**Saved entries**
──────

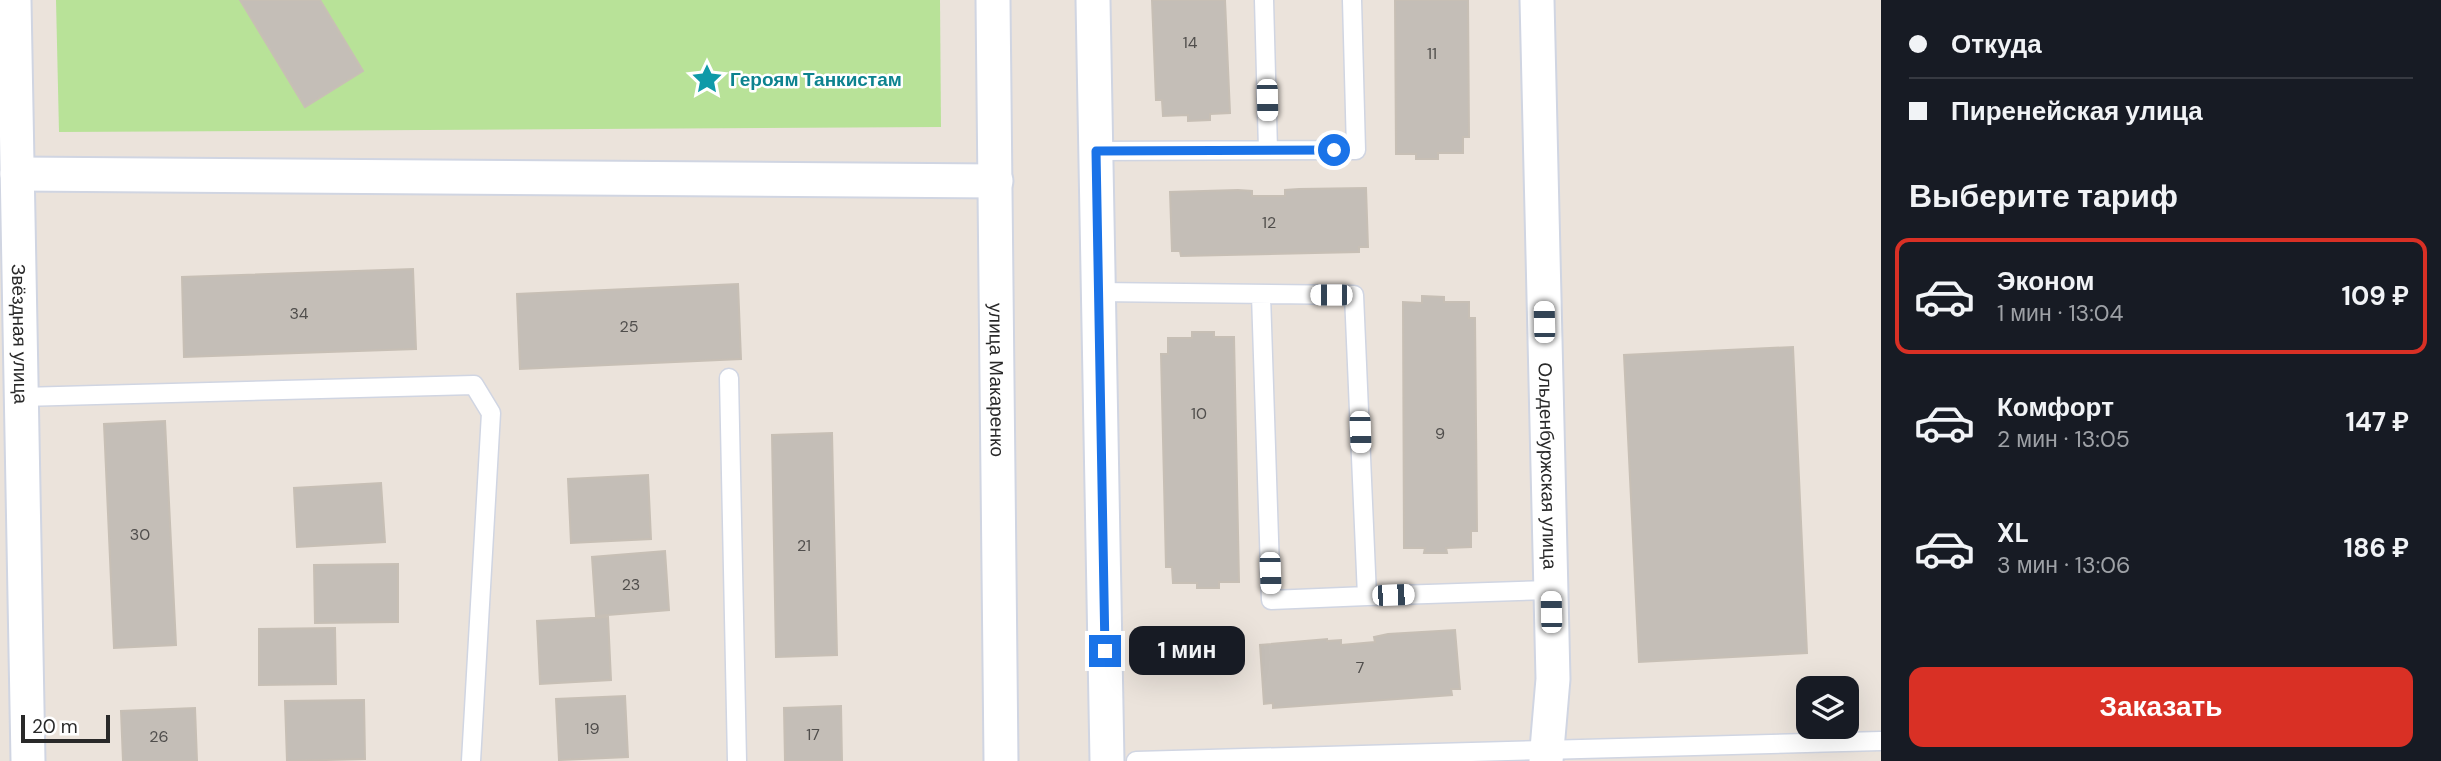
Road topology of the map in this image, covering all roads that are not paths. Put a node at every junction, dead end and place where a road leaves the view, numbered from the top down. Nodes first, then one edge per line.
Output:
1 (14, 0) edge
2 (993, 0) edge
3 (1093, 0) edge
4 (1264, 0) edge
5 (1352, 0) edge
6 (1537, 0) edge
7 (1268, 150) junction
8 (1096, 151) junction
9 (17, 174) junction
10 (996, 181) junction
11 (1098, 292) junction
12 (1261, 295) junction
13 (729, 378) dead end
14 (21, 397) junction
15 (1550, 590) junction
16 (1367, 596) junction
17 (13, 670) edge
18 (1881, 741) edge
19 (1546, 756) edge
20 (28, 761) edge
21 (471, 761) edge
22 (737, 761) edge
23 (1001, 761) edge
24 (1107, 761) edge
25 (1136, 761) edge

1 - 9 street, Звёздная улица
2 - 10 street, улица Макаренко
3 - 8 street
4 - 7 lane
5 - 7 lane
6 - 15 street, Ольденбуржская улица
7 - 8 lane
8 - 11 street
9 - 10 street
9 - 14 street, Звёздная улица
10 - 23 street, улица Макаренко
11 - 12 lane
11 - 24 street
12 - 16 lane
12 - 16 lane
13 - 22 lane
14 - 17 street, Звёздная улица
14 - 21 lane
15 - 16 lane
15 - 19 street, Ольденбуржская улица
17 - 20 street, Звёздная улица
18 - 19 lane
19 - 25 lane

──────

Give the data again exactly as written, with no pictures included.

**Result below**
Road topology of the map in this image, covering all roads that are not paths. Put a node at every junction, dead end and place where a road leaves the view, numbered from the top down. Nodes first, then one edge per line.
Output:
1 (14, 0) edge
2 (993, 0) edge
3 (1093, 0) edge
4 (1264, 0) edge
5 (1352, 0) edge
6 (1537, 0) edge
7 (1268, 150) junction
8 (1096, 151) junction
9 (17, 174) junction
10 (996, 181) junction
11 (1098, 292) junction
12 (1261, 295) junction
13 (729, 378) dead end
14 (21, 397) junction
15 (1550, 590) junction
16 (1367, 596) junction
17 (13, 670) edge
18 (1881, 741) edge
19 (1546, 756) edge
20 (28, 761) edge
21 (471, 761) edge
22 (737, 761) edge
23 (1001, 761) edge
24 (1107, 761) edge
25 (1136, 761) edge

1 - 9 street, Звёздная улица
2 - 10 street, улица Макаренко
3 - 8 street
4 - 7 lane
5 - 7 lane
6 - 15 street, Ольденбуржская улица
7 - 8 lane
8 - 11 street
9 - 10 street
9 - 14 street, Звёздная улица
10 - 23 street, улица Макаренко
11 - 12 lane
11 - 24 street
12 - 16 lane
12 - 16 lane
13 - 22 lane
14 - 17 street, Звёздная улица
14 - 21 lane
15 - 16 lane
15 - 19 street, Ольденбуржская улица
17 - 20 street, Звёздная улица
18 - 19 lane
19 - 25 lane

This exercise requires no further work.